Luna menjulurkan sebelah tangannya yang tidak dihiasi selang infus, bahkan T-shirt hitam polos yang dikenakan Rio sampai basah di beberapa bagian.

"Kerannya bocor."

Luna yang sudah bingung, semakin bertambah bingung. Entah Rio hanya mengibul atau bagaimana, ia sudah tidak peduli sekarang- saat tangannya merambat ke atas. Menyisir rambut basah cowok itu dengan jari-jari tangannya.

"Nggak enak di sini," keluhnya kemudian.

Jika dihitung-hitung, Luna sadar belum sampai satu hari. Tapi gadis itu sudah mengeluh dengan wajah murung.

"Enak-enakin makanya biar cepet pulang," jawab Rio. "Tidur gih, katanya tadi mau tidur."

Luna tidak mengatakan apa-apa lagi. Menarik tangannya dan memejamkan mata seakan mengiyakan. Rio menghela nafas lega saat gadis itu memilih tidur.

"Eh?" Namun sayang, beberapa menit kemudian Luna kembali membuka matanya.

"Kenapa?" tanya cowok itu. Luna yang memasang wajah bingung membuatnya ikut bingung juga. "Ada yang sakit? Sebelah mana yang sakit?" tanyanya lagi dengan nada panik.

Luna menggeleng. "Aku kok baru inget yah."

Rio mengernyit bingung. "Apa?"

"Waktu itu aku beli martabak telor, pengen banget soalnya. Emang agak jauh belinya, soalnya kata Dove di sana martabaknya enak. Terus pas akunya ketabrak, martabaknya kelempar kemana, ya?" tanya Luna bingung sembari mengingat-ingat.

Cowok itu menghela nafas jengah. Ia sudah benar-benar panik dan Luna masih memikirkan nasib martabaknya yang entah hilang kemana. Gila saja!

Hanya perasaannya saja, atau mungkin kebenarannya. Luna menyebalkan sekali setelah membuka mata. Tidak melek membuatnya panik, melek membuatnya piknik.

Piknik di sini dalam artinya membuat pikirannya berkeliaran kemana-mana. Memikirkan yang tidak-tidak.

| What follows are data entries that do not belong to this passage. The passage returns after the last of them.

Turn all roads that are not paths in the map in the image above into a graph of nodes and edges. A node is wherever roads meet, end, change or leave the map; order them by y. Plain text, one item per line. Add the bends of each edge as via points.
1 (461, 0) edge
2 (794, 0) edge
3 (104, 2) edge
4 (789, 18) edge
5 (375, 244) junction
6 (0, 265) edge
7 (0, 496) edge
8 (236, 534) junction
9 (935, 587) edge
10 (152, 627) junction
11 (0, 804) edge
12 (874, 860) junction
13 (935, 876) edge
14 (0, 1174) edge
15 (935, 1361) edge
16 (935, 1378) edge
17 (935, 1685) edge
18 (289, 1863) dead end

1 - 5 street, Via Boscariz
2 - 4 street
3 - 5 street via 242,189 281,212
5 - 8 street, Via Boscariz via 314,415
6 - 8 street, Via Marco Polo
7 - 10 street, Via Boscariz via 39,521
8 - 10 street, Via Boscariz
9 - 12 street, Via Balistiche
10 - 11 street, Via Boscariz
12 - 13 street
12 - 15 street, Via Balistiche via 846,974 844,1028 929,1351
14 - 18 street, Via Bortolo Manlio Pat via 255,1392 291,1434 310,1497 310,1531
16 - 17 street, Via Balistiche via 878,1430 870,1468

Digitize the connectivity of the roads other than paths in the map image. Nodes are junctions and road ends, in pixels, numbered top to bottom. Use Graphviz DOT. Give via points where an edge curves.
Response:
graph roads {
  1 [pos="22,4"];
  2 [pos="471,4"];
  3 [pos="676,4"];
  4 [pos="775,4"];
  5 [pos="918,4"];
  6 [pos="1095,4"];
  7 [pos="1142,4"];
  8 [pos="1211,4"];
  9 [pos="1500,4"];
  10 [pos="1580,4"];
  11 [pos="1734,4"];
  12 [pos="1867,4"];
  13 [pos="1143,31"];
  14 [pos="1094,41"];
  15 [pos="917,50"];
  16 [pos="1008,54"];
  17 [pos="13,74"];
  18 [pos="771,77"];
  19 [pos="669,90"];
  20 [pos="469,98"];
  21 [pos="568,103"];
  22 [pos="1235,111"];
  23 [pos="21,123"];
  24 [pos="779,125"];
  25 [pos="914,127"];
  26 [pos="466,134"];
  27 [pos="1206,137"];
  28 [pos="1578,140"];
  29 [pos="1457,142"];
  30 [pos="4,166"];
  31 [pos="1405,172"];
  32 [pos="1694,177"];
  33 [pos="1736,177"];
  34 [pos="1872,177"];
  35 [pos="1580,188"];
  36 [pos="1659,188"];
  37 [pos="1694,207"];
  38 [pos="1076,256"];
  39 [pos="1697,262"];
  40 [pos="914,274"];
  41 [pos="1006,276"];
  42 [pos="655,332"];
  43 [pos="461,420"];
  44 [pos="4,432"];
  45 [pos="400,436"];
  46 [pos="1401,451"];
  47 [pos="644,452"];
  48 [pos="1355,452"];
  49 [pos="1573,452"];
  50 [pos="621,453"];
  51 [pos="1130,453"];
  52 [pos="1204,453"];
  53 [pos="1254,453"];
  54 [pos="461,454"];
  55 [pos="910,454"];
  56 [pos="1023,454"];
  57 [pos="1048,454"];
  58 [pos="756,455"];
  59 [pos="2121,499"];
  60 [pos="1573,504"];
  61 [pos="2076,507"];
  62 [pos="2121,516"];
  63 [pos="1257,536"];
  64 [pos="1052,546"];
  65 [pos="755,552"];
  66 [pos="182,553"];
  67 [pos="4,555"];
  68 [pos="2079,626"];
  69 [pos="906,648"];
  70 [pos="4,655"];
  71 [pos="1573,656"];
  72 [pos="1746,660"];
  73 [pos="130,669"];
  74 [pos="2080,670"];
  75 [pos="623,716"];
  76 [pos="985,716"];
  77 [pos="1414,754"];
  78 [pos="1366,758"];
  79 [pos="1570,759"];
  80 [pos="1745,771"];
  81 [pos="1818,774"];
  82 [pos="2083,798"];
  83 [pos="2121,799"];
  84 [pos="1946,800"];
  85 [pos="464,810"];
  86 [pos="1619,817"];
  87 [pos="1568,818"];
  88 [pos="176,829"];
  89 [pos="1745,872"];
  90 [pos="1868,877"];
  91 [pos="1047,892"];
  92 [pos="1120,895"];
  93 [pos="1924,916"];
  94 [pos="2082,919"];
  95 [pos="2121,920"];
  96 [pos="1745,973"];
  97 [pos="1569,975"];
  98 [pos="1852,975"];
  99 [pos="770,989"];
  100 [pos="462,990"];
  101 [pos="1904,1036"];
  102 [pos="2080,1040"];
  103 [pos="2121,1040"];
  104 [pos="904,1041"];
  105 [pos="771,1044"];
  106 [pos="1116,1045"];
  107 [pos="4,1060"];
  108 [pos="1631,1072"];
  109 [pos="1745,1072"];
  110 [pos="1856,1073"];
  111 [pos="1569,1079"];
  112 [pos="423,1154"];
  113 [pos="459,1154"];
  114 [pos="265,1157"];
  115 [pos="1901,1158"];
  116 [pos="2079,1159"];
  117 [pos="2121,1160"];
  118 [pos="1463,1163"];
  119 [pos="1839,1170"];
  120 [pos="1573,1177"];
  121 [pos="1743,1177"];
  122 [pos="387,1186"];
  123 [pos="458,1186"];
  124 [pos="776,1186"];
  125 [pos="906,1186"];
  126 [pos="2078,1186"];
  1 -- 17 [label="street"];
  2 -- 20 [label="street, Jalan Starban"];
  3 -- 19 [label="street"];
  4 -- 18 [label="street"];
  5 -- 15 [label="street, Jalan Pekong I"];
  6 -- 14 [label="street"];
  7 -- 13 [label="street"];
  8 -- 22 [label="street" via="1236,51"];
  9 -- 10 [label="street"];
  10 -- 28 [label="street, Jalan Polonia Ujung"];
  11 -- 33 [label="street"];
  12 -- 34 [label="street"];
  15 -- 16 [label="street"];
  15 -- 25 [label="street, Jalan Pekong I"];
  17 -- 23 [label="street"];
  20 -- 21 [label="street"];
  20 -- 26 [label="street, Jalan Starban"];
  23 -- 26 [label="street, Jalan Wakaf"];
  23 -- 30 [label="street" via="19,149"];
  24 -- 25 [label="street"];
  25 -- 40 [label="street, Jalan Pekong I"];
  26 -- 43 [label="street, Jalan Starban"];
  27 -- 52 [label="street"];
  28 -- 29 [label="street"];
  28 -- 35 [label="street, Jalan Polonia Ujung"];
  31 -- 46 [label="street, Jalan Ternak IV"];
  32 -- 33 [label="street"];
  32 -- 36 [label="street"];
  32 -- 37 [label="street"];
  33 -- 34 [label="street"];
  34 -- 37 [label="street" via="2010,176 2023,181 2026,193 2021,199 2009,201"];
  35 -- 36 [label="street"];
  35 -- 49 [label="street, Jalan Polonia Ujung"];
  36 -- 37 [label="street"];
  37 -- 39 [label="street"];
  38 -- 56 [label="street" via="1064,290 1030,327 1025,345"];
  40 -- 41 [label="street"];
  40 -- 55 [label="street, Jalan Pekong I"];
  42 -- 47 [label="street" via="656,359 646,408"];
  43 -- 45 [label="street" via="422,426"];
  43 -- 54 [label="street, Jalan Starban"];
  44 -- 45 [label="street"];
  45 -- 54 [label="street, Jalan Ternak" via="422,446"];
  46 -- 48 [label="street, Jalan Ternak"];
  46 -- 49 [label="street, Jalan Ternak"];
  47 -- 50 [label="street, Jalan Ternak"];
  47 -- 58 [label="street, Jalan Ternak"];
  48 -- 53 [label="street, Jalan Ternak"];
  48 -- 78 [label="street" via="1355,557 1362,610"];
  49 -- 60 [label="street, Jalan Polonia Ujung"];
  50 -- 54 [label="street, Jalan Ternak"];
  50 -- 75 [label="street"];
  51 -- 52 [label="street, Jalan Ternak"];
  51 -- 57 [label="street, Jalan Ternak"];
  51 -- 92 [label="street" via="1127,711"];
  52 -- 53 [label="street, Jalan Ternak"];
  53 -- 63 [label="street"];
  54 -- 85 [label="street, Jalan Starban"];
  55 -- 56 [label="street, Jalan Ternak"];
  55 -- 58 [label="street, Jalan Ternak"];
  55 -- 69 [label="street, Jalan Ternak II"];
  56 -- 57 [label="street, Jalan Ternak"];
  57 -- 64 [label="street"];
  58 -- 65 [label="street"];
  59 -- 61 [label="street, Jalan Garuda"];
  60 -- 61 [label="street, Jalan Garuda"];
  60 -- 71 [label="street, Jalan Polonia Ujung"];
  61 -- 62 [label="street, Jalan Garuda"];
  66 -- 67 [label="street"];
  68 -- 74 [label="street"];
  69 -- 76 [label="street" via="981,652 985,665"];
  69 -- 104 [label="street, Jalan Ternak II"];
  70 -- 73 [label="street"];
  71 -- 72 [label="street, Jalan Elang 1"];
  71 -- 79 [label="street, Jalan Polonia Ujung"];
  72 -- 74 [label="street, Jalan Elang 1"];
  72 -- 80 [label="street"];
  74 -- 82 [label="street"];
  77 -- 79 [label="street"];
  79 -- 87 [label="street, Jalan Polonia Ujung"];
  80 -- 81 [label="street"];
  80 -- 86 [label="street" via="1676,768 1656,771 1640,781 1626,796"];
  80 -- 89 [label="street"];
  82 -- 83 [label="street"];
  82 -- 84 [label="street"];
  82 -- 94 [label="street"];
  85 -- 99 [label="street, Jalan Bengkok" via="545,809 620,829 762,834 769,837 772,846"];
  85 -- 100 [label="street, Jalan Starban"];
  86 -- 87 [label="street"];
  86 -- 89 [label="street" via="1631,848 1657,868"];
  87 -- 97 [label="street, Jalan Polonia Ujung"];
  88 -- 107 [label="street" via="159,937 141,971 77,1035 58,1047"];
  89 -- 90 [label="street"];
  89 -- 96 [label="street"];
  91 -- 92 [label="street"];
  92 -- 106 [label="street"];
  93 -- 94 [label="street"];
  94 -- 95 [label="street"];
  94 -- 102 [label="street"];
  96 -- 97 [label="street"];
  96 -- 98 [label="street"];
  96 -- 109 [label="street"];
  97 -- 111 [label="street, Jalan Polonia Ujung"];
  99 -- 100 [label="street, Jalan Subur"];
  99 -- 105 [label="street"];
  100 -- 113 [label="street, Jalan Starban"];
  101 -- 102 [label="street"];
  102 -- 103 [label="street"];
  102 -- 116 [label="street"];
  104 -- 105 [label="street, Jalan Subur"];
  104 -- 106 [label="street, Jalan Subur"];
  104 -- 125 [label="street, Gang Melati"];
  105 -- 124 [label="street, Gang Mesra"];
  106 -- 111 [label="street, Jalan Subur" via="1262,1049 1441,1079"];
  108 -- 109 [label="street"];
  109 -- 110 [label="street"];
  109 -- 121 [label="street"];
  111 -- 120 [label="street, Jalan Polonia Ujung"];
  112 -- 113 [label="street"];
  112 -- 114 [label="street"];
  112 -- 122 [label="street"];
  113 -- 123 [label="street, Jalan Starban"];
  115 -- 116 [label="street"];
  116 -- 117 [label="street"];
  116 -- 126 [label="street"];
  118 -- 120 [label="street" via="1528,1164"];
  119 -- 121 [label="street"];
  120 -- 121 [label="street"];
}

"Ngapain mikirin martabak sih, Na? Tidur sana!"

"Tapi sayang tau!"

"Ya udah besok beli lagi apa susahnya," sahut Rio tak mau kalah.

"Itu belinya susah tau! Harus antri, mana antriannya panjang banget lagi. Terus kalo udah nunggu antrian lama banget taunya nggak kebagian? Kan nyebelin!" jelasnya panjang lebar.